• [What is being asked]:
If a line in the data holds the string "Lille", list it.

┌────────

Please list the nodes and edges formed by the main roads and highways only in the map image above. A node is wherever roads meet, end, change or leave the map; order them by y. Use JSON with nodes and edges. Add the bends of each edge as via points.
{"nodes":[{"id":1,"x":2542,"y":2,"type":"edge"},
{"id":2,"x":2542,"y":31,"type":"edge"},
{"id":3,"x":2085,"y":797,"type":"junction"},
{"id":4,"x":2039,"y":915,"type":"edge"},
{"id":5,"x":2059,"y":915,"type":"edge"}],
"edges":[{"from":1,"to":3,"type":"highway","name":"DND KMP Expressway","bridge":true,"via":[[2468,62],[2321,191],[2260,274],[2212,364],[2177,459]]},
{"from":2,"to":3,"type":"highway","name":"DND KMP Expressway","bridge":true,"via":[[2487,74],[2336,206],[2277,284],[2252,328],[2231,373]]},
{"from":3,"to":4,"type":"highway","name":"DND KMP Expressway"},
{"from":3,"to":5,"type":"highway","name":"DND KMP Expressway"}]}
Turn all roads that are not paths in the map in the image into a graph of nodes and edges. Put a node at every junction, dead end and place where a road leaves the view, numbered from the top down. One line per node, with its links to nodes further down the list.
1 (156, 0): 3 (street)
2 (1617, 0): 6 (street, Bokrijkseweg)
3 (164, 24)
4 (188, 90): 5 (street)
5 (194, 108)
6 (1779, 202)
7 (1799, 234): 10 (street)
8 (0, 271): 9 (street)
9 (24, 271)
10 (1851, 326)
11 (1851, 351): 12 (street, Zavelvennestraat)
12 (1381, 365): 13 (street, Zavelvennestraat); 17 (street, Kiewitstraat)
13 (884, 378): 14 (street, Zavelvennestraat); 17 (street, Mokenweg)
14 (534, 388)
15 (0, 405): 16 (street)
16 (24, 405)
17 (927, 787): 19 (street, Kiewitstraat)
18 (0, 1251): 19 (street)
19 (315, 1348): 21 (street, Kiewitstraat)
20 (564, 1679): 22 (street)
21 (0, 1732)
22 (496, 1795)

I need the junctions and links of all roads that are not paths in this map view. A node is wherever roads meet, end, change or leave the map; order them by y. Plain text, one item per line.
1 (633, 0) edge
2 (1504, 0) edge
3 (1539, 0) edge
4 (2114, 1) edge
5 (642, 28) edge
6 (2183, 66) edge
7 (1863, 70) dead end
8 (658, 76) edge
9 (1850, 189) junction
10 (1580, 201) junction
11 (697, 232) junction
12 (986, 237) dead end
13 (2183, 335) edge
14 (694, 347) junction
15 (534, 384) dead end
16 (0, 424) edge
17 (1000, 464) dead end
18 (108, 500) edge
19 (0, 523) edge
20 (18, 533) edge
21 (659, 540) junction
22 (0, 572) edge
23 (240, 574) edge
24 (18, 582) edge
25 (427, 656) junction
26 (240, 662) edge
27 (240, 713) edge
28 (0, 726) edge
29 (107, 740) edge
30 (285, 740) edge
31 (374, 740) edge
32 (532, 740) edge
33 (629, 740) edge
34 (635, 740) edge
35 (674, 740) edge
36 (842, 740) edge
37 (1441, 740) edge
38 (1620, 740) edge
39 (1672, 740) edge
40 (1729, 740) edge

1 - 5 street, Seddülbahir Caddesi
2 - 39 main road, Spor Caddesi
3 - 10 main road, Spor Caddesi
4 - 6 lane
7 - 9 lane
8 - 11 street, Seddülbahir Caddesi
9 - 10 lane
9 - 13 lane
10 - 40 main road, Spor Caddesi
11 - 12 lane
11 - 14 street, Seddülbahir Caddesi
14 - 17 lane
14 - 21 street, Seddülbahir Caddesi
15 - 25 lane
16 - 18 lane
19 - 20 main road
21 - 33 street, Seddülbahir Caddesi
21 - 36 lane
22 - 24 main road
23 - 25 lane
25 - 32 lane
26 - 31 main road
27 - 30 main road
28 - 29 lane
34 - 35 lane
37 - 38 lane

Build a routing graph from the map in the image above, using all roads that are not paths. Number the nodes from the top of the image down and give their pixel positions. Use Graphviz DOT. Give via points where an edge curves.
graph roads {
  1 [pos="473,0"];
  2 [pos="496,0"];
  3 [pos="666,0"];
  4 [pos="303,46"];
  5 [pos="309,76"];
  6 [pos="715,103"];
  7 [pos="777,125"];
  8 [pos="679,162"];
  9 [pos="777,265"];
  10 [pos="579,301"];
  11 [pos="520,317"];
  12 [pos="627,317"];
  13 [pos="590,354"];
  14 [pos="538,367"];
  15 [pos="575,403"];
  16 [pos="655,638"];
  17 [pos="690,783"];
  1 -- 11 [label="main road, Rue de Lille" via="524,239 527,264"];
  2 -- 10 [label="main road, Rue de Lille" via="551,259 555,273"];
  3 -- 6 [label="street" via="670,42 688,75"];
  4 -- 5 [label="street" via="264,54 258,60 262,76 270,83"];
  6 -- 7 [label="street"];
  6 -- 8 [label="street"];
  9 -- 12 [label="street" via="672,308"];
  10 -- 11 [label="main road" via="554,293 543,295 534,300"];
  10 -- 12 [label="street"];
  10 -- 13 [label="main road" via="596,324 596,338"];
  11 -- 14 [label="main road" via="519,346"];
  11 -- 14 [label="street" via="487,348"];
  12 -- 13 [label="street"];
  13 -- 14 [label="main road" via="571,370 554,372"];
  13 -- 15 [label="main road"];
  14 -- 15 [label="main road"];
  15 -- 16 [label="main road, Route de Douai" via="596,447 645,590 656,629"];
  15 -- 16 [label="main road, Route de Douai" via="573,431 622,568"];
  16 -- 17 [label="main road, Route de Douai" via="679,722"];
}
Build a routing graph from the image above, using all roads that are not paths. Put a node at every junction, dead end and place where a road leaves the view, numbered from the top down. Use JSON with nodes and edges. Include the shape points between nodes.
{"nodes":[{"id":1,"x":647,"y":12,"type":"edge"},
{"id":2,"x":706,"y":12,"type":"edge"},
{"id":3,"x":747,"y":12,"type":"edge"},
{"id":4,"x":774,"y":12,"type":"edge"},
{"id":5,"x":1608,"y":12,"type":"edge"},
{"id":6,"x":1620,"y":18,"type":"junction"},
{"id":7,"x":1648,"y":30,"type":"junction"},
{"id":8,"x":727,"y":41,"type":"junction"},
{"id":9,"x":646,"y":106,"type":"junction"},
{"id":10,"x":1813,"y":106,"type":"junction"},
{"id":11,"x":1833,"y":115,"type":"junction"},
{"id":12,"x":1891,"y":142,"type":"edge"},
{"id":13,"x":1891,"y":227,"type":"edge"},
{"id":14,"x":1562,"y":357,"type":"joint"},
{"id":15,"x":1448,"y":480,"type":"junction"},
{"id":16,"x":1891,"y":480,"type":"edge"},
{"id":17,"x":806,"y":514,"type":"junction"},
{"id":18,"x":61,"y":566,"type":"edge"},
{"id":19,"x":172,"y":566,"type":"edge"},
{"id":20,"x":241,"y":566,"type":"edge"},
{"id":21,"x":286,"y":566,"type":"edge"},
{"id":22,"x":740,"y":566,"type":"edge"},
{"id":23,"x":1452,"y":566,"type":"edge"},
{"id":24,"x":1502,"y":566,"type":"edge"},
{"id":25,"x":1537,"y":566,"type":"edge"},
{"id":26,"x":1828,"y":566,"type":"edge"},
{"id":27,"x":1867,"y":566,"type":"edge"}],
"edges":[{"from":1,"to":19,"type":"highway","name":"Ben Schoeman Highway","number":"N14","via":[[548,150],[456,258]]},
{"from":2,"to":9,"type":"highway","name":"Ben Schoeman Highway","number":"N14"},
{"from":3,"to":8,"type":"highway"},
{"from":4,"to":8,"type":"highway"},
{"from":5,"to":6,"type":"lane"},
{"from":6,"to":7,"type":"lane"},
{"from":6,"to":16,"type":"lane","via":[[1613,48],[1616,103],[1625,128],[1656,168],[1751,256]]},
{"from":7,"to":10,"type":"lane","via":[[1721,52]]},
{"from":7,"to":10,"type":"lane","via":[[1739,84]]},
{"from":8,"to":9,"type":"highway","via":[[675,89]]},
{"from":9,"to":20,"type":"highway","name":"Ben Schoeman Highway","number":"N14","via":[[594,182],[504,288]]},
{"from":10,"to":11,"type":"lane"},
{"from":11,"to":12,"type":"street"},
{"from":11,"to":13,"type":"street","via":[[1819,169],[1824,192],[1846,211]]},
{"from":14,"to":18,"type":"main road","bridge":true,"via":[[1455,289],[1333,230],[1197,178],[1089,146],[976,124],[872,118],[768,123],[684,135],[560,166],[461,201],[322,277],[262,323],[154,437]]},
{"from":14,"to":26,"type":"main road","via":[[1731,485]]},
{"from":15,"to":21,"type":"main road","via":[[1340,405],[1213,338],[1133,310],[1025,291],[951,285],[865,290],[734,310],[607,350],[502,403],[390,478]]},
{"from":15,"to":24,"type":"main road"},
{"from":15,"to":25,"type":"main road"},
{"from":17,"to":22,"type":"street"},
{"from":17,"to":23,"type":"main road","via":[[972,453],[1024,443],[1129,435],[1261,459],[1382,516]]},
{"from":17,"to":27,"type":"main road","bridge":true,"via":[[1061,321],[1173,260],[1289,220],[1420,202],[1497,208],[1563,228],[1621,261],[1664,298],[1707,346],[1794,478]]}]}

└────────

• [Answer section]:
  1 -- 11 [label="main road, Rue de Lille" via="524,239 527,264"];
  2 -- 10 [label="main road, Rue de Lille" via="551,259 555,273"];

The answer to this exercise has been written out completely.